Récapitulatif des obligations par date et par taille d’entreprise
| Obligation | Grandes entreprises et ETI | TPE, PME et micro-entrepreneurs |
| Réception des factures électroniques | 1er septembre 2026 | 1er septembre 2026 |
| Émission des factures électroniques | 1er septembre 2026 | 1er septembre 2027 |
| E-reporting obligatoire | 1er septembre 2026 | 1er septembre 2027 |
Quelle plateforme choisir pour être en règle ?

Le marché propose de nombreuses solutions, dont plusieurs totalement gratuites pour les micro-entrepreneurs. Pour s’y retrouver, ce sélection des logiciels incontournables pour les entreprises passe justement en revue plusieurs outils de facturation et de comptabilité. Des outils comme Abby, Tiime, Indy ou Pennylane sont officiellement immatriculés plateforme agréée par la DGFiP. Ils gèrent à la fois la réception et l’émission des factures électroniques, ainsi que le e-reporting, de manière automatique.

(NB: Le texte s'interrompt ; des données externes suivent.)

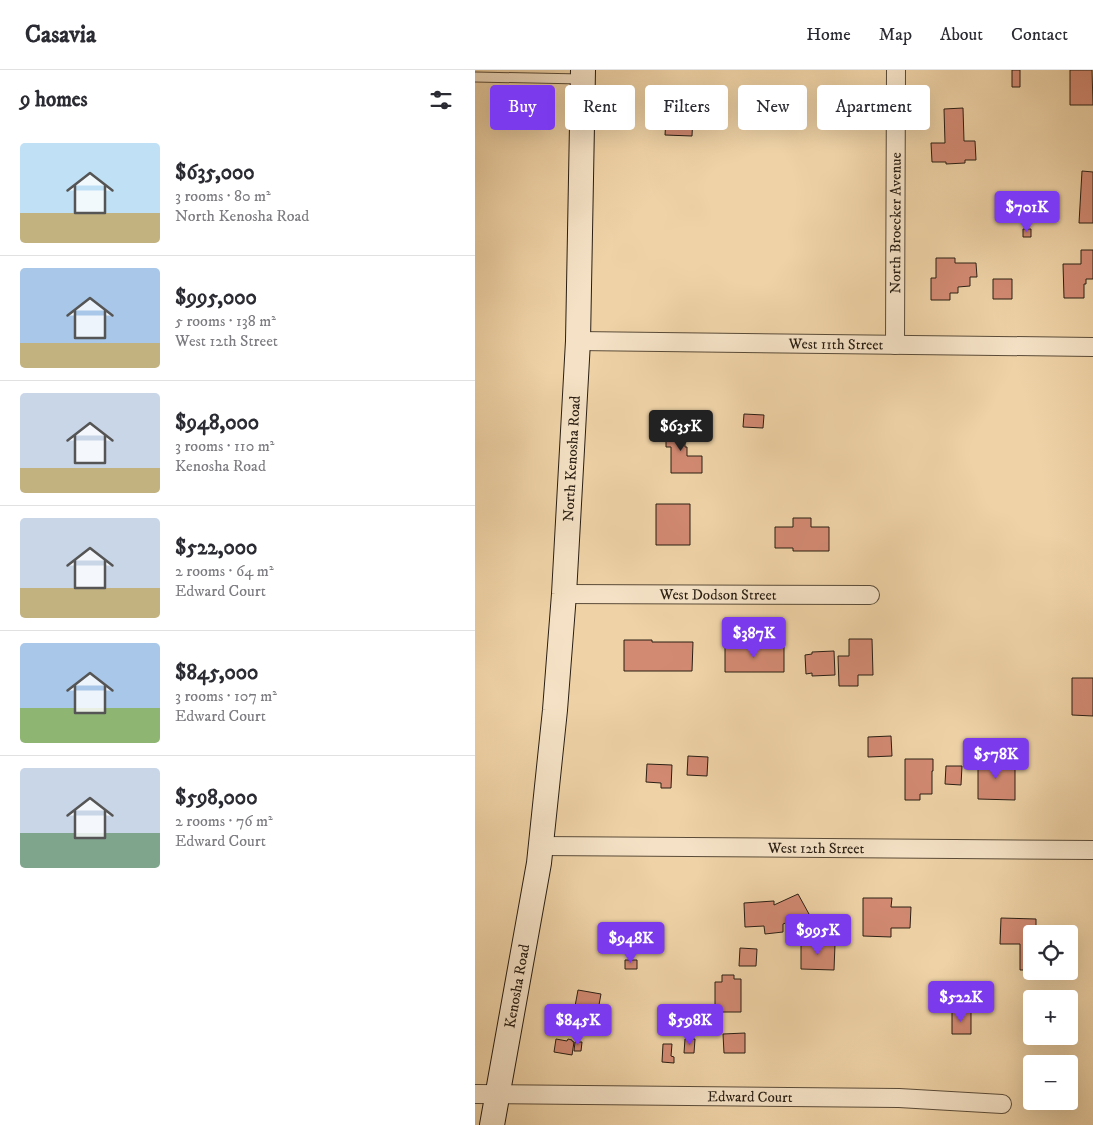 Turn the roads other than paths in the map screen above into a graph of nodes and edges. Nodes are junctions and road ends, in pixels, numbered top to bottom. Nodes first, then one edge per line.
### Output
1 (896, 70) edge
2 (583, 74) edge
3 (475, 77) edge
4 (578, 341) junction
5 (895, 345) junction
6 (1093, 347) edge
7 (564, 594) junction
8 (870, 595) dead end
9 (541, 846) junction
10 (1093, 850) edge
11 (486, 1094) edge
12 (1002, 1104) dead end
13 (492, 1125) edge

1 - 5 street, North Broecker Avenue
2 - 3 lane
2 - 4 street, North Kenosha Road
4 - 5 street, West 11th Street
4 - 7 street, North Kenosha Road
5 - 6 street, West 11th Street
7 - 8 street, West Dodson Street
7 - 9 street, North Kenosha Road
9 - 10 street, West 12th Street
9 - 11 street, Kenosha Road
11 - 12 street, Edward Court
11 - 13 street, Kenosha Road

Le critère à vérifier en priorité : la mention « Plateforme Agréée » ou l’abréviation « PA » sur le site du logiciel choisi. Sans ce statut, l’outil ne suffit pas à assurer la mise en conformité.
Un comptable est-il indispensable ?
Non, pas forcément. Les plateformes agréées sont conçues pour être accessibles aux non-spécialistes, avec des interfaces simples, des guides pas à pas et parfois un accompagnement téléphonique. Pour une micro-entreprise à l’activité simple, la mise en conformité peut se faire en quelques clics, en moins d’une heure.
Un expert-comptable reste utile en cas de situation plus complexe : plusieurs types de clients, activités mixtes, questions sur les charges déductibles en profession libérale, ou hésitation sur le régime fiscal.